Please return each entry that follows exactly as given, but without pictures.

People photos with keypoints
========
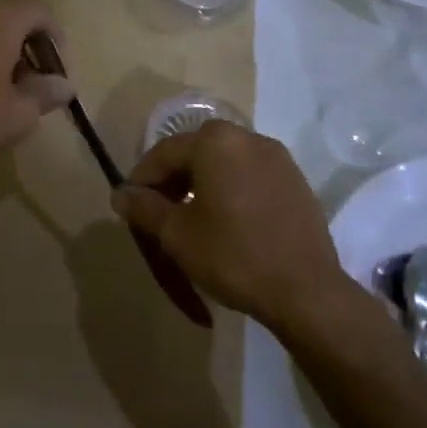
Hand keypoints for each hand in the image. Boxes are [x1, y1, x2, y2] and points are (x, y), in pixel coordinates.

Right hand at [111, 122, 353, 331]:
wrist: (305, 290)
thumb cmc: (233, 255)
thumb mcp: (177, 234)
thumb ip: (145, 208)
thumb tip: (120, 194)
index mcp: (215, 141)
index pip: (165, 152)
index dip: (142, 179)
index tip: (130, 206)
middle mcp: (247, 137)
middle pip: (196, 152)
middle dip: (173, 179)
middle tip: (159, 213)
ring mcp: (277, 157)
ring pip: (225, 162)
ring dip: (202, 183)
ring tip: (191, 218)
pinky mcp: (295, 180)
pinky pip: (250, 175)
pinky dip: (231, 189)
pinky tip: (228, 221)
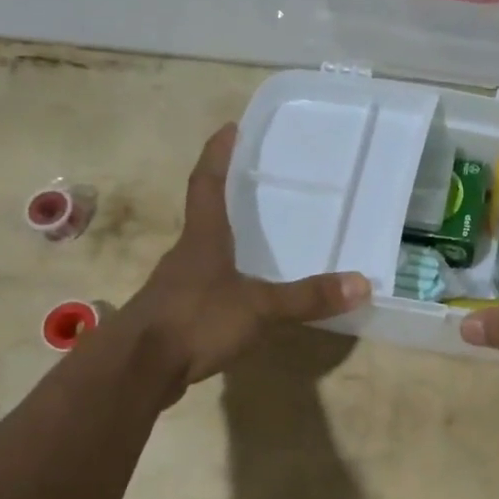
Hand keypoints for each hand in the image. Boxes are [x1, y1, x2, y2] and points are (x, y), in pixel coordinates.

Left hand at [117, 123, 369, 386]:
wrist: (136, 370)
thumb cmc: (195, 321)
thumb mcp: (259, 308)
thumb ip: (307, 298)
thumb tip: (362, 284)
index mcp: (203, 239)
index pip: (207, 183)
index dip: (218, 154)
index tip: (229, 127)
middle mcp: (186, 255)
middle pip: (204, 216)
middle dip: (225, 196)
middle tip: (254, 184)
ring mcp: (176, 287)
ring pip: (203, 254)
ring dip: (225, 242)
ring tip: (255, 241)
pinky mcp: (173, 316)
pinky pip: (204, 287)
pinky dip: (223, 282)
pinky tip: (240, 296)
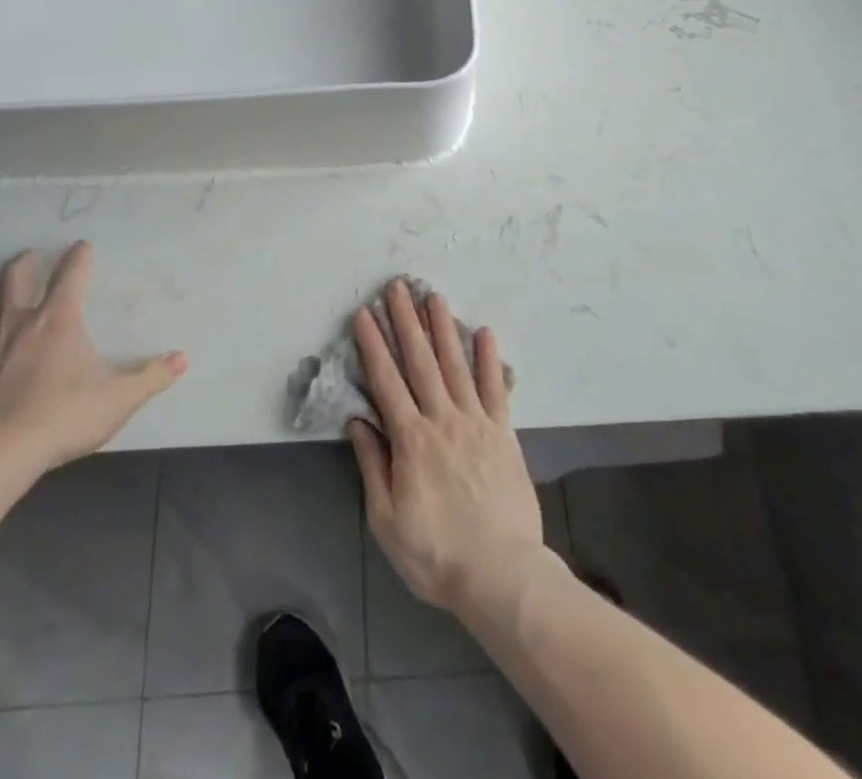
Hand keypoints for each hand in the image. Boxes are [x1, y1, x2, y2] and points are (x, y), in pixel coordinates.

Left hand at [0, 241, 185, 472]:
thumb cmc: (63, 415)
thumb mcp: (119, 398)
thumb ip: (151, 377)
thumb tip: (182, 360)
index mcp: (57, 320)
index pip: (70, 275)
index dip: (78, 257)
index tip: (82, 245)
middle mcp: (18, 325)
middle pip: (13, 280)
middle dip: (23, 264)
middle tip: (29, 256)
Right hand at [348, 278, 547, 618]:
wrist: (500, 574)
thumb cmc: (435, 553)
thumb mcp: (387, 519)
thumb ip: (373, 464)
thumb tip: (357, 420)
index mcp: (411, 440)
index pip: (385, 382)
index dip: (373, 346)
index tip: (364, 314)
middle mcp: (442, 419)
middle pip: (420, 362)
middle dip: (405, 321)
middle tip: (397, 287)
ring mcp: (476, 422)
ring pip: (455, 365)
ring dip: (443, 328)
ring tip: (433, 296)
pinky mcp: (504, 432)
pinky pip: (496, 388)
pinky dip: (489, 359)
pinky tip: (483, 332)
========
* _Problem solution_:
Hand keypoints for each hand in the image. Boxes are [x1, y1, x2, y2] and points are (x, y), in pixel coordinates.

Right hand at [111, 122, 353, 331]:
wrist: (305, 290)
thumb cmc: (233, 255)
thumb mcp: (177, 234)
thumb ip: (145, 208)
thumb tip: (120, 194)
index mcp: (215, 141)
index pip: (165, 152)
index dip: (142, 179)
index tip: (130, 206)
middle mcp: (247, 137)
middle pip: (196, 152)
middle dip: (173, 179)
middle tip: (159, 213)
ring mcp: (277, 157)
ring pip: (225, 162)
ring dip: (202, 183)
ring tip: (191, 218)
pinky mcp: (295, 180)
pinky pip: (250, 175)
pinky dip: (231, 189)
pinky tip: (228, 221)
Hand keypoints for each hand in the image. Boxes are [x1, y1, x2, y2] and points are (x, y), in pixel coordinates.

Left hand at [117, 123, 369, 386]:
wrist: (136, 370)
thumb cmc: (195, 321)
thumb mcp: (259, 308)
thumb ip: (307, 298)
thumb tip: (362, 284)
index mcp: (203, 239)
index pip: (207, 183)
index dip: (218, 154)
index tip: (229, 127)
middle mcp: (186, 255)
middle pip: (204, 216)
middle dip: (225, 196)
middle tip: (254, 184)
ring mcp: (176, 287)
ring pip: (203, 254)
ring dip: (225, 242)
ring tip: (255, 241)
pinky mcp: (173, 316)
pinky pip: (204, 287)
pinky dip: (223, 282)
pinky tip: (240, 296)
Hand keypoints for each hand in the image. Boxes are [x1, y1, x2, y2] and points are (x, y), in pixel coordinates.

Left hand at [0, 241, 185, 472]:
thumb cmc: (63, 415)
thumb mcp: (119, 398)
thumb ip: (151, 377)
thumb tip: (182, 360)
index mcp: (57, 320)
index pip: (70, 275)
index dip: (78, 257)
index tip: (82, 245)
middle mcp: (18, 325)
middle pip: (13, 280)
middle dip: (23, 264)
middle tip: (29, 256)
Right hand at [348, 278, 547, 618]:
wrist: (500, 574)
thumb cmc: (435, 553)
thumb mcp: (387, 519)
thumb ip: (373, 464)
thumb tip: (357, 420)
index mcp: (411, 440)
index pip: (385, 382)
index dip: (373, 346)
index tip: (364, 314)
middle mcp: (442, 419)
middle pip: (420, 362)
middle dip: (405, 321)
middle tip: (397, 287)
ring mcp: (476, 422)
ring pip: (455, 365)
ring dip: (443, 328)
ring tip: (433, 296)
pinky mcp: (504, 432)
pinky pip: (496, 388)
pinky dip: (489, 359)
pinky tip: (483, 332)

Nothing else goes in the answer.